Which references define core nutrition guidance for chronic disease prevention within this topic?

"Diet, nutrition and the prevention of chronic diseases" (2002) is a central reference explicitly focused on chronic disease prevention through diet and nutrition. Within Nutrition, Genetics, and Disease, it is often paired conceptually with genetic studies (e.g., FTO and obesity) to ask whether prevention recommendations have uniform effects or vary by genetic background.

Which foundational clinical references frame inherited metabolic disease and cancer in ways that intersect with nutrition?

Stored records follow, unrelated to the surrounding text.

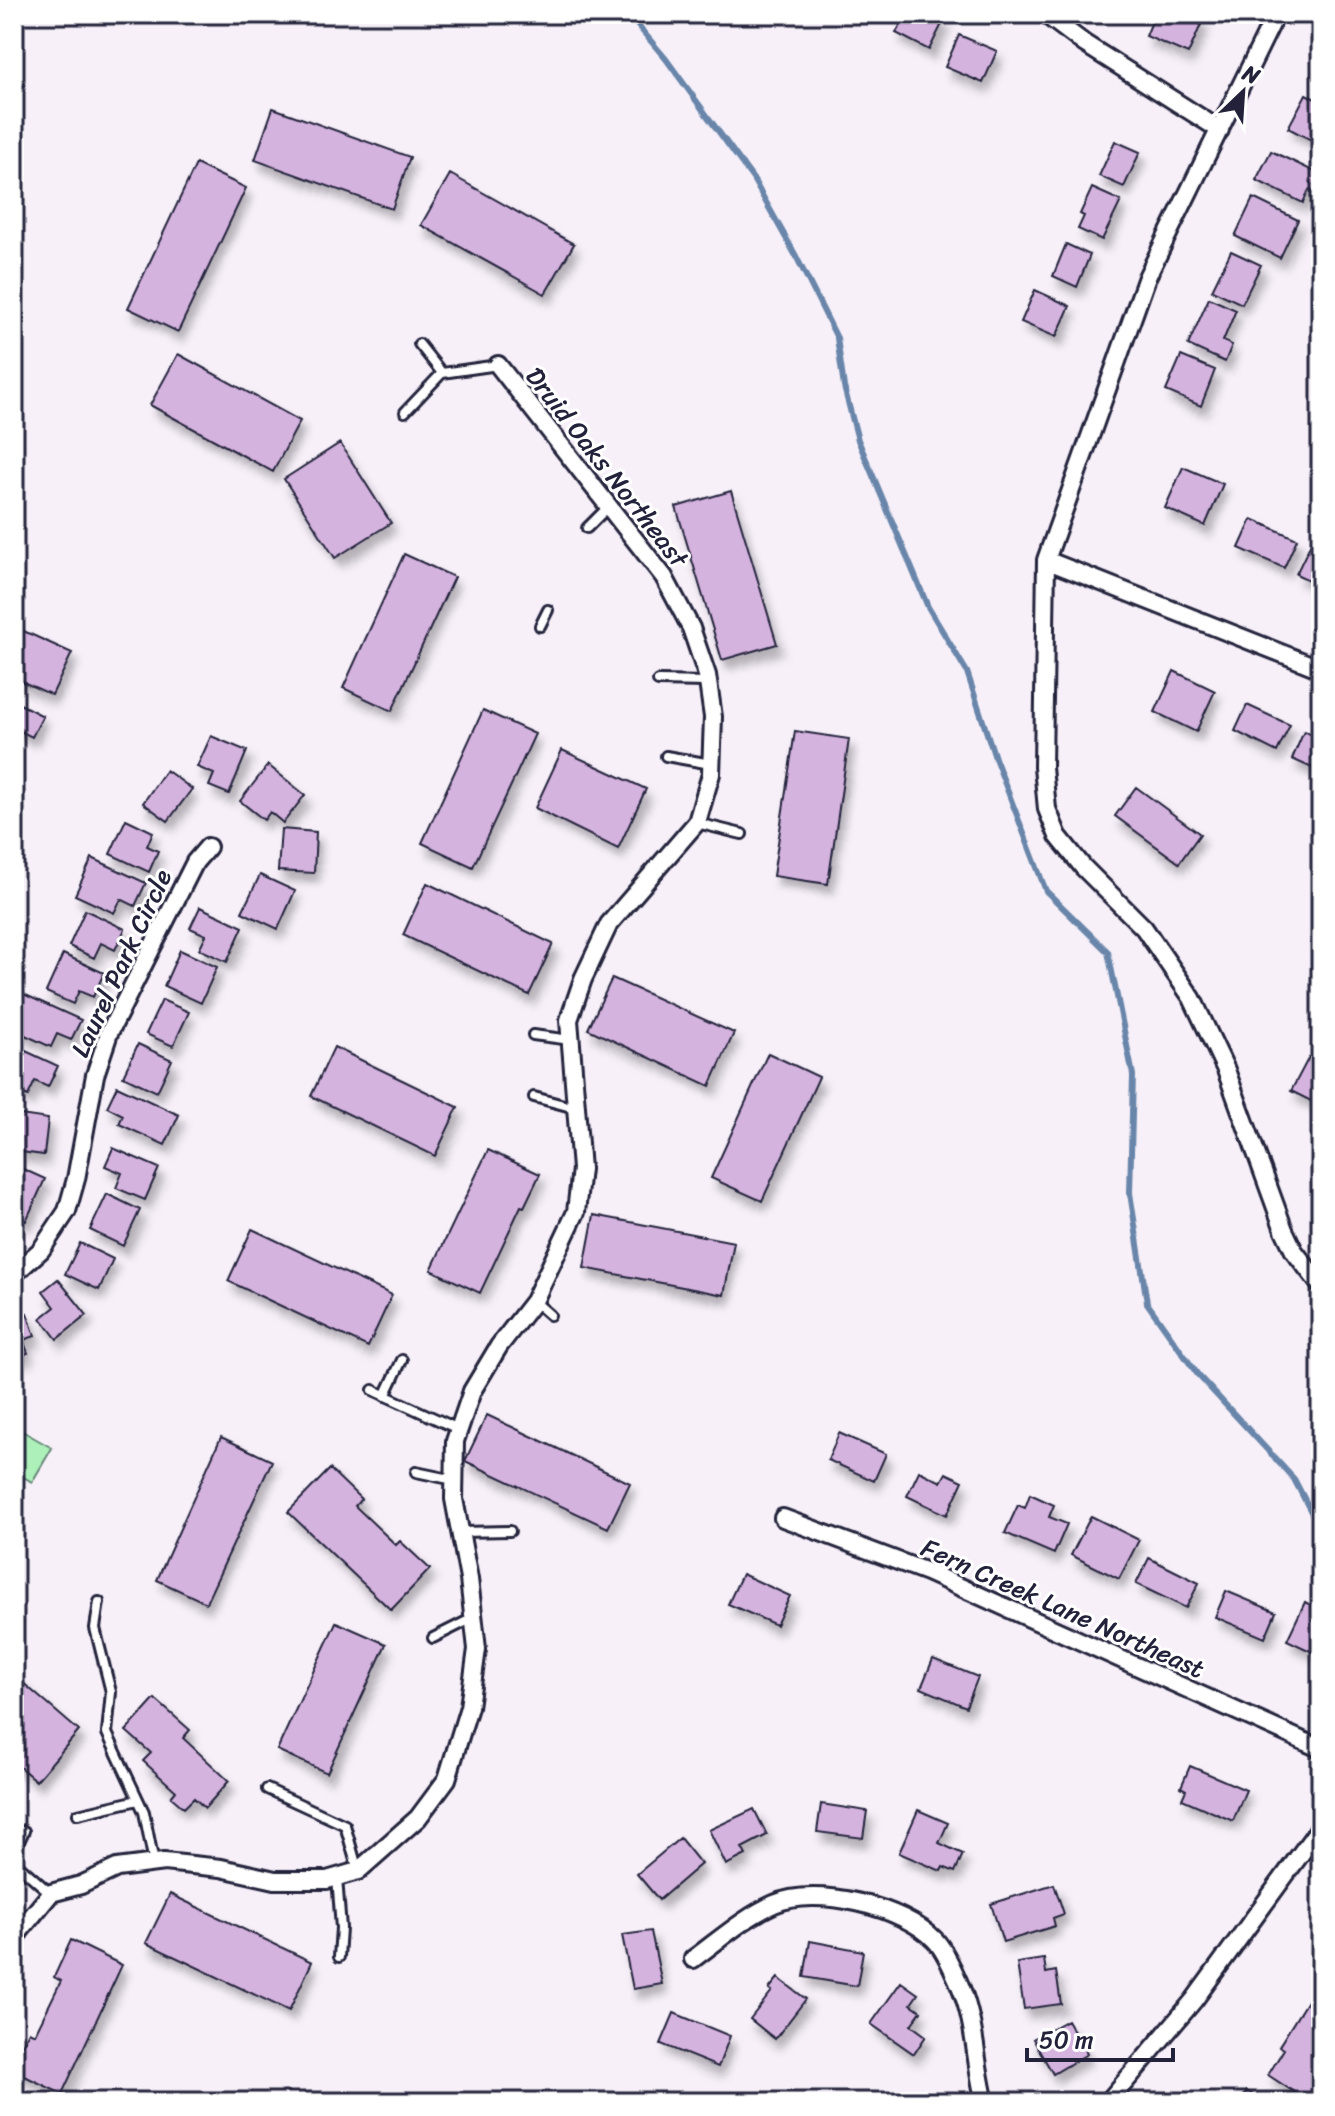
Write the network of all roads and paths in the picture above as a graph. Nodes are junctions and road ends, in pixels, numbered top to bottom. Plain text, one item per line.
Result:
1 (1045, 14) edge
2 (1276, 14) edge
3 (1220, 130) junction
4 (419, 344) dead end
5 (498, 365) joint
6 (442, 373) junction
7 (405, 412) dead end
8 (609, 506) junction
9 (587, 528) dead end
10 (1046, 560) junction
11 (548, 610) dead end
12 (540, 626) dead end
13 (1321, 669) edge
14 (658, 681) dead end
15 (708, 682) junction
16 (666, 756) dead end
17 (711, 764) junction
18 (697, 822) junction
19 (742, 834) dead end
20 (208, 847) dead end
21 (533, 1035) dead end
22 (571, 1040) junction
23 (534, 1097) dead end
24 (576, 1108) junction
25 (14, 1274) edge
26 (1316, 1280) edge
27 (534, 1301) junction
28 (550, 1315) dead end
29 (402, 1360) dead end
30 (373, 1390) dead end
31 (385, 1396) junction
32 (459, 1429) junction
33 (416, 1472) dead end
34 (454, 1480) junction
35 (783, 1518) dead end
36 (510, 1531) dead end
37 (460, 1532) junction
38 (99, 1602) dead end
39 (473, 1617) junction
40 (433, 1638) dead end
41 (1321, 1749) edge
42 (267, 1789) dead end
43 (138, 1800) junction
44 (78, 1814) dead end
45 (1321, 1826) edge
46 (24, 1831) dead end
47 (14, 1852) edge
48 (14, 1861) edge
49 (154, 1863) junction
50 (358, 1871) junction
51 (336, 1877) junction
52 (51, 1893) junction
53 (14, 1946) edge
54 (339, 1957) dead end
55 (693, 1959) dead end
56 (985, 2102) edge
57 (1108, 2102) edge

1 - 3 street
2 - 3 street
3 - 10 street
4 - 6 lane
5 - 6 lane
5 - 8 street, Druid Oaks Northeast
6 - 7 lane
8 - 9 lane
8 - 15 street, Druid Oaks Northeast
10 - 13 street
10 - 26 street
11 - 12 lane
14 - 15 lane
15 - 17 street, Druid Oaks Northeast
16 - 17 lane
17 - 18 street, Druid Oaks Northeast
18 - 19 lane
18 - 22 street, Druid Oaks Northeast
20 - 25 street, Laurel Park Circle
21 - 22 lane
22 - 24 street, Druid Oaks Northeast
23 - 24 lane
24 - 27 street, Druid Oaks Northeast
27 - 28 lane
27 - 32 street, Druid Oaks Northeast
29 - 31 lane
30 - 31 lane
31 - 32 lane
32 - 34 street, Druid Oaks Northeast
33 - 34 lane
34 - 37 street, Druid Oaks Northeast
35 - 41 street, Fern Creek Lane Northeast
36 - 37 lane
37 - 39 street, Druid Oaks Northeast
38 - 43 lane
39 - 40 lane
39 - 50 street, Druid Oaks Northeast
42 - 50 lane
43 - 44 lane
43 - 49 lane
45 - 57 street
46 - 47 lane
48 - 52 lane
49 - 51 street, Druid Oaks Northeast
49 - 52 street, Druid Oaks Northeast
50 - 51 street, Druid Oaks Northeast
51 - 54 lane
52 - 53 street
55 - 56 street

"The Metabolic Basis of Inherited Disease." (1988) provides a clinical framework for inherited metabolic disorders, many of which have dietary management implications. "Cancer: Principles and Practice of Oncology." (1991) compiles molecular and clinical oncology concepts that intersect with nutrition research when studying metabolic risk factors, treatment tolerance, or supportive care in cancer contexts.

Open Research Questions

  • ? Which specific dietary exposures causally affect obesity-related outcomes when evaluated using the instrumental-variable logic described in "Mendelian randomization: Using genes as instruments for making causal inferences in epidemiology" (2007)?
  • ? Which biological pathways link the obese gene/human homologue identified in "Positional cloning of the mouse obese gene and its human homologue" (1994) to diet-responsive changes in body weight and metabolic disease risk in humans?
  • ? Which components of the microbial functional repertoire in "A human gut microbial gene catalogue established by metagenomic sequencing" (2010) mediate diet-associated disease risk, and which are merely correlated markers of dietary pattern?
  • ? Which gene–environment interaction models best leverage cohort-scale resources described in "UK Biobank: An Open Access Resource for Identifying the Causes of a Wide Range of Complex Diseases of Middle and Old Age" (2015) to separate diet effects from confounding and reverse causation?
  • ? Which genetic variants beyond those highlighted in "A Common Variant in the FTO Gene Is Associated with Body Mass Index and Predisposes to Childhood and Adult Obesity" (2007) explain heterogeneity in response to dietary interventions, and how should they be validated across populations?